In the above, τ is the longest follow-up time, \(\bar{X}(t;\eta ) = S^{(1)}(t;\eta )/S^{(0)}(t;\eta )\) and \(S^{(k)}(t;\eta ) = n^{-1}\sum _{i=1}^{n}e^{\eta '\mathbf{X}_{i}(t)}\mathbf{X}_{i}(t)^{\otimes k}\) with a ^⊗0 = 1, a ^⊗1 = a, \(\bar{x}(t) = lim_{n\rightarrow \infty }\bar{X}(t;\eta _{0})\) and s ^(k)(t) = lim _{n → ∞} S ^(k)(t; η ₀),  k = 0, 1. 

To estimate β, consider

$$\displaystyle\begin{array}{rcl} & & E\{Y _{i}(t)d\widetilde{N}_{i}(t)\vert \mathbf{Z}_{i},\mathcal{B}_{it}\} {}\\ & & \quad = E\{I(t \leq C_{i})Y _{i}(t)dN_{i}(t)\vert \mathbf{Z}_{i},\mathcal{B}_{it}\} {}\\ & & \quad = E\{I(t \leq C_{i})\vert \mathbf{Z}_{i},\mathcal{B}_{it}\}E\{Y _{i}(t)\vert \mathbf{Z}_{i},\mathcal{B}_{it}\}E\{dN_{i}(t)\vert \mathbf{Z}_{i},\mathcal{B}_{it}\} {}\\ & & \quad = exp\{ -\varLambda _{0}^{{\ast}}(t) - B_{ i}(t) -\xi '\mathbf{Z}_{i}^{{\ast}}(t)\} {}\\ & & \varLambda _{0}(t)\exp \{\beta '\mathbf{Z}_{i} + b_{1i}(t)\}\exp \{\gamma '\mathbf{Z}_{i} + b_{2i}(t)\}d\mu _{0}(t) {}\\ & & \quad =\exp \{ (\beta +\gamma )'\mathbf{Z}_{i} -\xi '\mathbf{Z}_{i}^{{\ast}}(t)\} {}\\ & & \qquad \exp \{ -\varLambda _{0}^{{\ast}}(t) + b_{ 1i}(t) + b_{2i}(t) - B_{i}(t)\}\varLambda _{0}(t)d\mu _{0}(t), {}\\ \end{array}$$

and therefore

$$\displaystyle{ E\{Y _{i}(t)d\widetilde{N}_{i}(t)\vert \mathbf{Z}_{i}\} =\exp \{\beta '\mathbf{Z}_{i} +\eta '\mathbf{X}_{i}(t)\}d\varLambda _{2}^{{\ast}}(t), }$$

(7)

where

$$\displaystyle{d\varLambda _{2}^{{\ast}}(t) =\exp \{ -\varLambda _{ 0}^{{\ast}}(t)\}\varLambda _{ 0}(t)E[exp\{b_{1i}(t) + b_{2i}(t) - B_{i}(t)\}]d\mu _{0}(t).}$$

Define

$$\displaystyle{dM_{i}(t;\beta,\eta ) = Y _{i}(t)d\widetilde{N}_{i}(t) -\exp \{\beta '\mathbf{Z}_{i} +\eta '\mathbf{X}_{i}(t)\}d\varLambda _{2}^{{\ast}}(t)}$$

and dM _i (t) = dM _i (t; β ₀, η ₀), where β ₀ denotes the true value of β. Then M _i (t) is a mean-zero stochastic process.
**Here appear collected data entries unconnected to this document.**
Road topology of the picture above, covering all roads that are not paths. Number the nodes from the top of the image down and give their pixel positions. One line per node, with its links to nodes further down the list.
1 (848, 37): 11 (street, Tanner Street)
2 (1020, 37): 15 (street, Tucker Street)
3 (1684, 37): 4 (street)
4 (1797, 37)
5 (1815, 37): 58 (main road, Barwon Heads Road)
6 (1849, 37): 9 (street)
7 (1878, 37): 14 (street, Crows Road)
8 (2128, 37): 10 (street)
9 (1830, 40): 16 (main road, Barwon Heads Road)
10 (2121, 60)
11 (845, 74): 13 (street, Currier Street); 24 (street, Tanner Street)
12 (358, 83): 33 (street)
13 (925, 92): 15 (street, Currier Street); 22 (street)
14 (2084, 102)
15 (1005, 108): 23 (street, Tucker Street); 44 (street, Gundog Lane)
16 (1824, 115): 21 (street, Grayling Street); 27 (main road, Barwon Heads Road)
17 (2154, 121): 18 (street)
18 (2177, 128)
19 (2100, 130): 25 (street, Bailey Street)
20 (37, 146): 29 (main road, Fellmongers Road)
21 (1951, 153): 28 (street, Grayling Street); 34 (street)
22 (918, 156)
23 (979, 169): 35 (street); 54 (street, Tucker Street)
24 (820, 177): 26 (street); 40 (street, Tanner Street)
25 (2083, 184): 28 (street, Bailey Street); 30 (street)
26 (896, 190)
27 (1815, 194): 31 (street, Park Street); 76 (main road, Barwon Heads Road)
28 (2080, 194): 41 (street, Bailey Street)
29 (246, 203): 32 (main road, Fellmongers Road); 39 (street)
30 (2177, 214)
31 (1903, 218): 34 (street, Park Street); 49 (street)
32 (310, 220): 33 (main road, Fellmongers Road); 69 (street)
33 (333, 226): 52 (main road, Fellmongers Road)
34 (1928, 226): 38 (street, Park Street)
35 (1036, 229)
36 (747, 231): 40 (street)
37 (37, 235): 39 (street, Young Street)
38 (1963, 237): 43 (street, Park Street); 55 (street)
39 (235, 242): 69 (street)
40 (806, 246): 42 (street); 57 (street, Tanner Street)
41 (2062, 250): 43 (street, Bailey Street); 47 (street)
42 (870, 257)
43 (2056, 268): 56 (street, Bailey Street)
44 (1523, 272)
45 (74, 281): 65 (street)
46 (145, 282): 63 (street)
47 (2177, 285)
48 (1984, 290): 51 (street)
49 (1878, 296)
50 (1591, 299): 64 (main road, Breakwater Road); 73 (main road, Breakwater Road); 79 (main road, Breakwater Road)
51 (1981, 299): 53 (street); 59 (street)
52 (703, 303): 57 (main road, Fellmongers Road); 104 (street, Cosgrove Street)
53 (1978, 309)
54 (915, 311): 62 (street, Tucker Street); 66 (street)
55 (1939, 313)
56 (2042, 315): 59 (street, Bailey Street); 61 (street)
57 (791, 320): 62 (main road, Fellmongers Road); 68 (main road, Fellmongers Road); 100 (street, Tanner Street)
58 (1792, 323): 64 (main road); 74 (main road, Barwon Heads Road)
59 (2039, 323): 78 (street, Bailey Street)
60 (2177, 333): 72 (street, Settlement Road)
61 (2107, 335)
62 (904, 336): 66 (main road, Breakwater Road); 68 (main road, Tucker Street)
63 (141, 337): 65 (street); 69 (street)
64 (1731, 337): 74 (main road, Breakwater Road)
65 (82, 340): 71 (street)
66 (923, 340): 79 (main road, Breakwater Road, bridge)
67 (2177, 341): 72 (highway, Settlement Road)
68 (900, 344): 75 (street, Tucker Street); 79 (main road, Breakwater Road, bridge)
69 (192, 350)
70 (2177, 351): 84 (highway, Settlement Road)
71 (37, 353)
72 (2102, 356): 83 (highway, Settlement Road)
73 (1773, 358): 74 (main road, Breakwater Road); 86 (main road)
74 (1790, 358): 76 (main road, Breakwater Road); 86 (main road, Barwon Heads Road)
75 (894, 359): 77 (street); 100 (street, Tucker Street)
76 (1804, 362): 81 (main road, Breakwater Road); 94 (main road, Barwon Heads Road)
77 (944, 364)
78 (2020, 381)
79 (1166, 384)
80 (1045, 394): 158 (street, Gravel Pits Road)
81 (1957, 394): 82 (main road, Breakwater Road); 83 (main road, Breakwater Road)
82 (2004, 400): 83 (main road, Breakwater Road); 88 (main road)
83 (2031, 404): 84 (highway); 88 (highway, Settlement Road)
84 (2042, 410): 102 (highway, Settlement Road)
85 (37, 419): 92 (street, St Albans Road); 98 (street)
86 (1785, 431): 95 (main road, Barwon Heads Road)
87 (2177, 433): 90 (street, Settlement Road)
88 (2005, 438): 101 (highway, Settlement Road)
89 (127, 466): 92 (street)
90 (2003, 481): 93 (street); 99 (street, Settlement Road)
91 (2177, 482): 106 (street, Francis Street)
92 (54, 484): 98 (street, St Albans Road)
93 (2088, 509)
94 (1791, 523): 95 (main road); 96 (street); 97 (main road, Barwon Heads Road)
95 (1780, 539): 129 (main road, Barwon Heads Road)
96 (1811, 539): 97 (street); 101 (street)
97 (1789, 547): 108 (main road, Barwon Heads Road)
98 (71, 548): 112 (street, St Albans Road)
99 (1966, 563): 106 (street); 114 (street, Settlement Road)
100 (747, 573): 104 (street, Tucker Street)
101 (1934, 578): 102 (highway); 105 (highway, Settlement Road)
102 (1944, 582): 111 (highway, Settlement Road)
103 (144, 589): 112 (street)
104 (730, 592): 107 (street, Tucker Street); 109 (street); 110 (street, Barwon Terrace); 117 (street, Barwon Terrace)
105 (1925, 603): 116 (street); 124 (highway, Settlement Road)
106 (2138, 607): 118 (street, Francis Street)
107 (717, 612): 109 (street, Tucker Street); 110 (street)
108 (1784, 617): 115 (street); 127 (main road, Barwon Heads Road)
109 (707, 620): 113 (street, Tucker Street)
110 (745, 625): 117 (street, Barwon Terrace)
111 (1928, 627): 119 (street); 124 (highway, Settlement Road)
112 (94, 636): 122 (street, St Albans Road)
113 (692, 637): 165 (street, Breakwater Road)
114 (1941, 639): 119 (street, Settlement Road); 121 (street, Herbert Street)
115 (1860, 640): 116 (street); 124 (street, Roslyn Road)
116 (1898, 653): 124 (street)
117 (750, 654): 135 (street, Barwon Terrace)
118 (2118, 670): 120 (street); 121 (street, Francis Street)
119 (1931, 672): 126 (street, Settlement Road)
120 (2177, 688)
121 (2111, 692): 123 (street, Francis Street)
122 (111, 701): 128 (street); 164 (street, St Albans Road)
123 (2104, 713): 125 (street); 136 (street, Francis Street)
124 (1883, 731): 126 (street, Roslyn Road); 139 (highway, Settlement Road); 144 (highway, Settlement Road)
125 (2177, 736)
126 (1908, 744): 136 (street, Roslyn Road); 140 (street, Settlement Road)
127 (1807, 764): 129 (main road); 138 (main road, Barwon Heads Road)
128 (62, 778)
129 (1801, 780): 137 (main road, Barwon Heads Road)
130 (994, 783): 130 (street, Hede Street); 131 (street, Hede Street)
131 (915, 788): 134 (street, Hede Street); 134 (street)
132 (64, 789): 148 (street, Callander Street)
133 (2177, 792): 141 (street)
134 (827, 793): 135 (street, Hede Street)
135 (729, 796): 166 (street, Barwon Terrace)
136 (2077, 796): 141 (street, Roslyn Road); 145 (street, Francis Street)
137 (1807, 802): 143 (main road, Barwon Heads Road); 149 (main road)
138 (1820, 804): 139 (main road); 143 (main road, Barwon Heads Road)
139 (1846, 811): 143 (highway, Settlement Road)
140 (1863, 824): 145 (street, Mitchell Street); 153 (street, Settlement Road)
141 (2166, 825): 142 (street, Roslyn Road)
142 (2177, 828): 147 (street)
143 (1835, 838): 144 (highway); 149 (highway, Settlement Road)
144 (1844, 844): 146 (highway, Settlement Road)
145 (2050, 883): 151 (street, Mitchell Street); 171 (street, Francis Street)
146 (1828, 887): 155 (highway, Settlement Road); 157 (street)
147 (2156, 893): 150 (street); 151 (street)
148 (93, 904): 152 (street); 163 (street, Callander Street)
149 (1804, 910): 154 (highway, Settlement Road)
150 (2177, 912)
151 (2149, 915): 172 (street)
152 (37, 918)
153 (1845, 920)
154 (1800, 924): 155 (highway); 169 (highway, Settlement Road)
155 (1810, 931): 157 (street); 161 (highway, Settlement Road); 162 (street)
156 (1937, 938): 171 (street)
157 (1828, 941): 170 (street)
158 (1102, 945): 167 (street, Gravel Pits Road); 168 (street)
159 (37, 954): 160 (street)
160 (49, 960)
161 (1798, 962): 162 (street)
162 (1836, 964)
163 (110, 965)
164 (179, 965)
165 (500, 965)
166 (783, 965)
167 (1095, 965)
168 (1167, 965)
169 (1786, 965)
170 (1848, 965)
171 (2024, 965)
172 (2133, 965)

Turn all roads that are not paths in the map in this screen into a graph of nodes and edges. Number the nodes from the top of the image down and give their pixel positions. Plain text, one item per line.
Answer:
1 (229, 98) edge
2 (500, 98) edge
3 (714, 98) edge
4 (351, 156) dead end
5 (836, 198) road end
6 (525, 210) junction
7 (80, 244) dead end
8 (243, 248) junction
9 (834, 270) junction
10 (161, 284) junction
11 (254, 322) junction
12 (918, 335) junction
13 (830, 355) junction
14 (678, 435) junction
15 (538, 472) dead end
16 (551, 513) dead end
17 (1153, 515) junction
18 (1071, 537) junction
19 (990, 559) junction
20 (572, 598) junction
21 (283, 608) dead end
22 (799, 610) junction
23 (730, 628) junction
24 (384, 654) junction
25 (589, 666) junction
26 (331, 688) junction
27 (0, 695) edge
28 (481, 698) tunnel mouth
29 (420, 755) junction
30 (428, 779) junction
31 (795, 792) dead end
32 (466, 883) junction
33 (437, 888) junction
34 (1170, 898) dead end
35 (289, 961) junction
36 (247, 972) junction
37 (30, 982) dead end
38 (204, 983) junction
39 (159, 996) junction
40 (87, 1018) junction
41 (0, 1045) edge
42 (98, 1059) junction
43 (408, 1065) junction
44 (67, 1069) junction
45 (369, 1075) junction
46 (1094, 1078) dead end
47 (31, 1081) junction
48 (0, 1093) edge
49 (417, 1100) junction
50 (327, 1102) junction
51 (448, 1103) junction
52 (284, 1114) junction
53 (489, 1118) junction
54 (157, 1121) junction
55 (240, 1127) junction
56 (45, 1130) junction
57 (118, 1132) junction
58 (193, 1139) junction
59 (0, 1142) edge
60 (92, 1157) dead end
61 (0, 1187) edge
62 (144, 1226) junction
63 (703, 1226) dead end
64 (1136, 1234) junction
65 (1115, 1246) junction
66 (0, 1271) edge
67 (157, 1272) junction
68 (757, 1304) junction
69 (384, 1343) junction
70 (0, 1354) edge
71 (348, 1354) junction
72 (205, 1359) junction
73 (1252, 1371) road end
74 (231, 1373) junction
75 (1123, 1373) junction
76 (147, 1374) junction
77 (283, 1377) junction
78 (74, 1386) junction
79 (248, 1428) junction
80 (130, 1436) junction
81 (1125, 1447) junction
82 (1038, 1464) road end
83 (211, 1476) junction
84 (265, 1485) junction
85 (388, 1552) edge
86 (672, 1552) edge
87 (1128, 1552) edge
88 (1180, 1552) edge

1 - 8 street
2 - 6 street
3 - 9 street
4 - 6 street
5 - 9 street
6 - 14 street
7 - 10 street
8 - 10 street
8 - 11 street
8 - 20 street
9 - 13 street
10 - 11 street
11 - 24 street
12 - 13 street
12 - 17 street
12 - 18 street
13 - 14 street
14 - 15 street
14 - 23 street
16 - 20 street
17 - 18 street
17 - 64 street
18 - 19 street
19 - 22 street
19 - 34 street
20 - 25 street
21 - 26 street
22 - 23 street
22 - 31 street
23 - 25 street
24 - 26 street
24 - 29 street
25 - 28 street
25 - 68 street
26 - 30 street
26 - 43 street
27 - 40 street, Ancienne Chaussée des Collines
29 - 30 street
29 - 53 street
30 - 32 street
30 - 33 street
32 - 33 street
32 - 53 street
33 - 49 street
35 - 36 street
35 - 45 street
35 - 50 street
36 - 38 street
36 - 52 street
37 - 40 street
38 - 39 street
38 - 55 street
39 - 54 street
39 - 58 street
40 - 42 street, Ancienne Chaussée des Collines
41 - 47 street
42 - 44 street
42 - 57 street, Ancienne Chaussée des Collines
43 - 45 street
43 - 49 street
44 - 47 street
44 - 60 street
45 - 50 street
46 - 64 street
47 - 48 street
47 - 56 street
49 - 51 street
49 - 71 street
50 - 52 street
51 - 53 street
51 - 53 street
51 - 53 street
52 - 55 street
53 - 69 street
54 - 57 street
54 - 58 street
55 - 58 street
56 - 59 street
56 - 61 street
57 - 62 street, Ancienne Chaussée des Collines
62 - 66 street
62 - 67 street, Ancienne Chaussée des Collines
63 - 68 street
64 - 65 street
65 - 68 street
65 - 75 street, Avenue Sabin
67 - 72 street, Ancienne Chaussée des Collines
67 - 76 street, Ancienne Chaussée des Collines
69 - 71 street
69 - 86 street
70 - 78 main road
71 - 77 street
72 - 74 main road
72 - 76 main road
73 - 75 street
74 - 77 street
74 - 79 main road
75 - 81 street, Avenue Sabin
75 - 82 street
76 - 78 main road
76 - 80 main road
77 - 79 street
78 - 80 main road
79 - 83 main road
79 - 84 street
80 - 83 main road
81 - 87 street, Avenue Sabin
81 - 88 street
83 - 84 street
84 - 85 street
This naturally suggests the following estimating equations to estimate β and dΛ ₂ ^∗(t):

$$\displaystyle{ U_{\beta }(\beta;\hat{\eta }) =\sum _{ i=1}^{n}\int _{ 0}^{\tau }W(t)\mathbf{Z}_{ i}\bigg[Y _{i}(t)d\widetilde{N}_{i}(t) - e^{\beta '\mathbf{Z}_{i}+\hat{\eta }'\mathbf{X}_{i}(t)}d\varLambda _{ 2}^{{\ast}}(t)\bigg] = 0, }$$

(8)

and

$$\displaystyle{ \sum _{i=1}^{n}\bigg[Y _{ i}(t)d\widetilde{N}_{i}(t) - e^{\beta '\mathbf{Z}_{i}+\hat{\eta }'\mathbf{X}_{i}(t)}d\varLambda _{ 2}^{{\ast}}(t)\bigg] = 0,\;\,0 \leq t \leq \tau, }$$

(9)

where \(\hat{\eta }= (\hat{\gamma },\;\;\hat{\xi })'\) and \(d\widehat{\varLambda }_{1}^{{\ast}}(t)\) are the estimators of η and dΛ ₁ ^∗(t), respectively, solved from (5) and (6), and W(t) is a possibly data-dependent weight function. We denote the estimates of β and dΛ ₂ ^∗(t) by \(\hat{\beta }\) and \(d\widehat{\varLambda }_{2}^{{\ast}}(t)\), respectively, solved from (8) and (9).

To establish the asymptotic properties of \(\hat{\beta }\) and \(\hat{\eta }\), define

$$\displaystyle\begin{array}{rcl} & \widehat{M}_{i}^{{\ast}}(t) =\widetilde{ N}_{i}(t) -\int _{0}^{t}e^{\hat{\eta }'\mathbf{X}_{i}(s)}d\widehat{\varLambda }_{1}^{{\ast}}(s;\hat{\eta }), & {}\\ & \widehat{M}_{i}(t) =\int _{ 0}^{t}Y _{i}(s)d\widetilde{N}_{i}(s) -\int _{0}^{t}e^{\hat{\beta }'\mathbf{Z}_{i}+\hat{\eta }'\mathbf{X}_{i}(s)}d\widehat{\varLambda }_{2}^{{\ast}}(s;\hat{\beta },\hat{\eta }), & {}\\ & \widehat{E}_{Z}(t;\beta,\eta ) = \frac{\sum _{i=1}^{n}\mathbf{Z}_{ i}e^{\beta '\mathbf{Z}_{i}+\eta '\mathbf{X}_{i}(t)}} {\sum _{i=1}^{n}e^{\beta '\mathbf{Z}_{i}+\eta '\mathbf{X}_{i}(t)}} \mbox{ and }e_{z}(t) = lim_{n\rightarrow \infty }\widehat{E}_{Z}(t;\beta _{0},\eta _{0}).& {}\\ \end{array}$$

The following theorem gives the consistency and asymptotic normality of \(\hat{\beta }\) and \(\hat{\eta }\).

Theorem 1.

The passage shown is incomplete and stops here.